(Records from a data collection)
§

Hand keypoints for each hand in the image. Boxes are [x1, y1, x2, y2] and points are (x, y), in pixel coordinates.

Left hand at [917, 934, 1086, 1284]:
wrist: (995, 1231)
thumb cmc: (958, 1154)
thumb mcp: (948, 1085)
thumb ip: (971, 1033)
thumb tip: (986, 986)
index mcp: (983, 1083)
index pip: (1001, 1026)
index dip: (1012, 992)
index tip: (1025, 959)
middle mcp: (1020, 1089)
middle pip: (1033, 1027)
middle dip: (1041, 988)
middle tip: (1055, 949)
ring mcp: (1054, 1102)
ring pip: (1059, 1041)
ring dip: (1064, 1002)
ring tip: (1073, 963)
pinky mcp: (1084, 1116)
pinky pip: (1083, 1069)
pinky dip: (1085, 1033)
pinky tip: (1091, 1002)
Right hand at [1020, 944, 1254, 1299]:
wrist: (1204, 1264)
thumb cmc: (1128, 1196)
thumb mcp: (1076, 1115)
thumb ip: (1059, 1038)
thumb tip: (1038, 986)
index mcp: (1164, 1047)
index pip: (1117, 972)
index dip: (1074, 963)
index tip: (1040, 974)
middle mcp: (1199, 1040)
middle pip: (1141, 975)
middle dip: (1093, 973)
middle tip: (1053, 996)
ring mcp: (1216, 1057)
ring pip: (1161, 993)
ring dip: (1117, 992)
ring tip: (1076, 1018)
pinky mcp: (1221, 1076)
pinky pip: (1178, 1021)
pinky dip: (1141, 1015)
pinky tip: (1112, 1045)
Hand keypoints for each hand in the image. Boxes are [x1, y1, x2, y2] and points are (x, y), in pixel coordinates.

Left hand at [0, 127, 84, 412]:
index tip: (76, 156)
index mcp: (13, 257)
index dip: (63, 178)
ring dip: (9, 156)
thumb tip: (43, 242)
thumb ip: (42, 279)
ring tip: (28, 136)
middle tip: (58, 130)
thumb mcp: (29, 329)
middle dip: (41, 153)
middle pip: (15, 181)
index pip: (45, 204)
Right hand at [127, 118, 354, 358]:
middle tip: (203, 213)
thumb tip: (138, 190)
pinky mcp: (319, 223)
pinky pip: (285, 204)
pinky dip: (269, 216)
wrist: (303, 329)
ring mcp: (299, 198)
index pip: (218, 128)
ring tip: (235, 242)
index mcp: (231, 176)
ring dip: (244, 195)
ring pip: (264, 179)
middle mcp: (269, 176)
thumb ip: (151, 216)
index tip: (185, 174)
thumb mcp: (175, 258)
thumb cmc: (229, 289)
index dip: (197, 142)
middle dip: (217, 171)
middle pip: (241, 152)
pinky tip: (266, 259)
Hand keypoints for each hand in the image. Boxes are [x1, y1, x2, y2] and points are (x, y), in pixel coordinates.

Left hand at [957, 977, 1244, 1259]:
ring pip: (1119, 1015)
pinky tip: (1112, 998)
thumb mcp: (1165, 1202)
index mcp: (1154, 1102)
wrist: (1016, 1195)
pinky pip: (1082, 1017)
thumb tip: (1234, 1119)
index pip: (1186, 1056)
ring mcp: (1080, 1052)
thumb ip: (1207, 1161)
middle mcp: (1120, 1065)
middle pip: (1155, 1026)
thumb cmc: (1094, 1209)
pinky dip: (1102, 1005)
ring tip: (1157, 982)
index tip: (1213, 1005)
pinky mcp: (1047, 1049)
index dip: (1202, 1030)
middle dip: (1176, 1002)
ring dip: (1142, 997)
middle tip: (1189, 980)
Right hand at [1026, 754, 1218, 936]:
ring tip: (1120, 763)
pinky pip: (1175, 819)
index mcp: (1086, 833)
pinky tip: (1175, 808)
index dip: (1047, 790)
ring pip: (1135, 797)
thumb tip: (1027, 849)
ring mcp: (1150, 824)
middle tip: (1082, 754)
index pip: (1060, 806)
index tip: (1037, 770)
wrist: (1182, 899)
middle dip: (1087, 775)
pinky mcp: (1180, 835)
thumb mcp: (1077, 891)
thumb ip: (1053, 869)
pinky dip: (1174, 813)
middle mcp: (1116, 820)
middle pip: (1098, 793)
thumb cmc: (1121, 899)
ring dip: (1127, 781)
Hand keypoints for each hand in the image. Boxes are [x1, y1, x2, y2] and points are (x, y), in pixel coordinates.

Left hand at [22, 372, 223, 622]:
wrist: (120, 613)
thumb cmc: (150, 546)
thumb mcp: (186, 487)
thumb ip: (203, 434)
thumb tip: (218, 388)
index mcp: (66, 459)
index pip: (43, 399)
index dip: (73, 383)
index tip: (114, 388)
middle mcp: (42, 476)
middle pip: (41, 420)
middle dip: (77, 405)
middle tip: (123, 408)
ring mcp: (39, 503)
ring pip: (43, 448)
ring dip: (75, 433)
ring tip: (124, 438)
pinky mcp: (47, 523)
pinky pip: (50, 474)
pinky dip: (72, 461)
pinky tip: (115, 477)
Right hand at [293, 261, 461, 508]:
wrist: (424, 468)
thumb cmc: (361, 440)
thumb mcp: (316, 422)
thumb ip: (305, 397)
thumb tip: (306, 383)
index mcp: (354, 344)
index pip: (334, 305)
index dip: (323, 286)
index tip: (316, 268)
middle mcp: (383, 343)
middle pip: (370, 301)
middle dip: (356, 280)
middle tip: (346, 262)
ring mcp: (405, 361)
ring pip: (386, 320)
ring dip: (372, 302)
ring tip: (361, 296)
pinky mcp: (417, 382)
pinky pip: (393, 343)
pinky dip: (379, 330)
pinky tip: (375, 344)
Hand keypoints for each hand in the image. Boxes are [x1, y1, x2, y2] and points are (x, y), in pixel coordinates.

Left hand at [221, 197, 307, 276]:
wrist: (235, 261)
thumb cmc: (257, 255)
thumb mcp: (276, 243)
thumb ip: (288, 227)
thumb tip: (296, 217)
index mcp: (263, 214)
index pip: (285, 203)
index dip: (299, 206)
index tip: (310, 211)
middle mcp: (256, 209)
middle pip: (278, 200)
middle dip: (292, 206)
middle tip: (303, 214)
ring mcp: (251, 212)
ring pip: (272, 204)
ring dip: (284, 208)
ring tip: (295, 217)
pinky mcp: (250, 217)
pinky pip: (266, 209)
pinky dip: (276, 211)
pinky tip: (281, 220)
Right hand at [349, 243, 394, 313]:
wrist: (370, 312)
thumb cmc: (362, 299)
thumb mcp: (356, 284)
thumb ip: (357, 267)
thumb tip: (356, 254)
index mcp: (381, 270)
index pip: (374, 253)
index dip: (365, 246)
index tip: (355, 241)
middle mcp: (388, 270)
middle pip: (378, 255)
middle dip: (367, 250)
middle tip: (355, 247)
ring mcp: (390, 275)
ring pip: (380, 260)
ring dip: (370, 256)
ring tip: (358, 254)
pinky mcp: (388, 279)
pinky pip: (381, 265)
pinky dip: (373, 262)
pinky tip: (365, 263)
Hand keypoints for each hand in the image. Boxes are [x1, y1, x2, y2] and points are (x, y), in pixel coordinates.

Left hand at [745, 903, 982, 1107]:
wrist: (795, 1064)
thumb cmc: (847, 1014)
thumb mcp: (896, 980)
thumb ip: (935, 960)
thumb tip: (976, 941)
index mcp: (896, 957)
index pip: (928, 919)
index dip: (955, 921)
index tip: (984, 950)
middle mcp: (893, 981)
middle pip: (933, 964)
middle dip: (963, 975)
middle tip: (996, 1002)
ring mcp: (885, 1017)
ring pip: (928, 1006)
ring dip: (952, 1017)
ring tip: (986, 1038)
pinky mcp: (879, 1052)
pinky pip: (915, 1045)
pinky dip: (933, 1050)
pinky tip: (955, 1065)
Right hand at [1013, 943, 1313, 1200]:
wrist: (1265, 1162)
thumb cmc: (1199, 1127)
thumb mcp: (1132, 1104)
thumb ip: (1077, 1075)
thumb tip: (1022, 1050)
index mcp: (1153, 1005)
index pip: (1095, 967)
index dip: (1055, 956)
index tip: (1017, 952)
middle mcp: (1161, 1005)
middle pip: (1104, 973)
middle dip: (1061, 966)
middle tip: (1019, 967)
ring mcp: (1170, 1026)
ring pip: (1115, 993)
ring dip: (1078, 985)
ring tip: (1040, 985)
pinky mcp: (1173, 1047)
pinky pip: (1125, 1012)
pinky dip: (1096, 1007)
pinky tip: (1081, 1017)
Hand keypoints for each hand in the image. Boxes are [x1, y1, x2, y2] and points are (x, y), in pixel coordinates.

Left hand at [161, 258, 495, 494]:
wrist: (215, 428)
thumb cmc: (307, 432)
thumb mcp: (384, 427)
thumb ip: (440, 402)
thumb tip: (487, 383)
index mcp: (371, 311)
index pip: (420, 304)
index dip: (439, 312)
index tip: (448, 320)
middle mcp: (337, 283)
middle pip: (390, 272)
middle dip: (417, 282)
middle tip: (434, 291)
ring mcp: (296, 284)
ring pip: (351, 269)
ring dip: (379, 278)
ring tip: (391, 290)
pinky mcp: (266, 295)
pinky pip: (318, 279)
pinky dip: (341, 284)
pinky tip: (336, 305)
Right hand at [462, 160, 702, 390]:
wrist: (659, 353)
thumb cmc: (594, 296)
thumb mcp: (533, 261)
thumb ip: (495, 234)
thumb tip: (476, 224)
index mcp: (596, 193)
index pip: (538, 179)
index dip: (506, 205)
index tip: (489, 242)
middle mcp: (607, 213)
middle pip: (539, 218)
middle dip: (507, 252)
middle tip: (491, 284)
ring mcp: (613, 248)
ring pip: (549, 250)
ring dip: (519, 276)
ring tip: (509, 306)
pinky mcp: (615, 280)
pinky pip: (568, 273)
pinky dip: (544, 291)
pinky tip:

§

About this task:
Looking at the entries above, can you reproduce exactly the lines from the one that holds "pinky pip: (50, 474)" through the one that holds "pinky tip: (375, 344)", and only those?

Task answer:
pinky pip: (50, 474)
pinky dip: (72, 461)
pinky tip: (115, 477)
Right hand at [293, 261, 461, 508]:
wrist: (424, 468)
thumb cmc: (361, 440)
thumb mcp: (316, 422)
thumb ip: (305, 397)
thumb tip: (306, 383)
index mcp: (354, 344)
index pip: (334, 305)
index dip: (323, 286)
index tip: (316, 268)
middle mcp: (383, 343)
middle pip: (370, 301)
middle dip: (356, 280)
middle tip: (346, 262)
ring mcp: (405, 361)
ring pip: (386, 320)
ring dip: (372, 302)
ring tip: (361, 296)
pinky mcp: (417, 382)
pinky pip: (393, 343)
pinky dip: (379, 330)
pinky tip: (375, 344)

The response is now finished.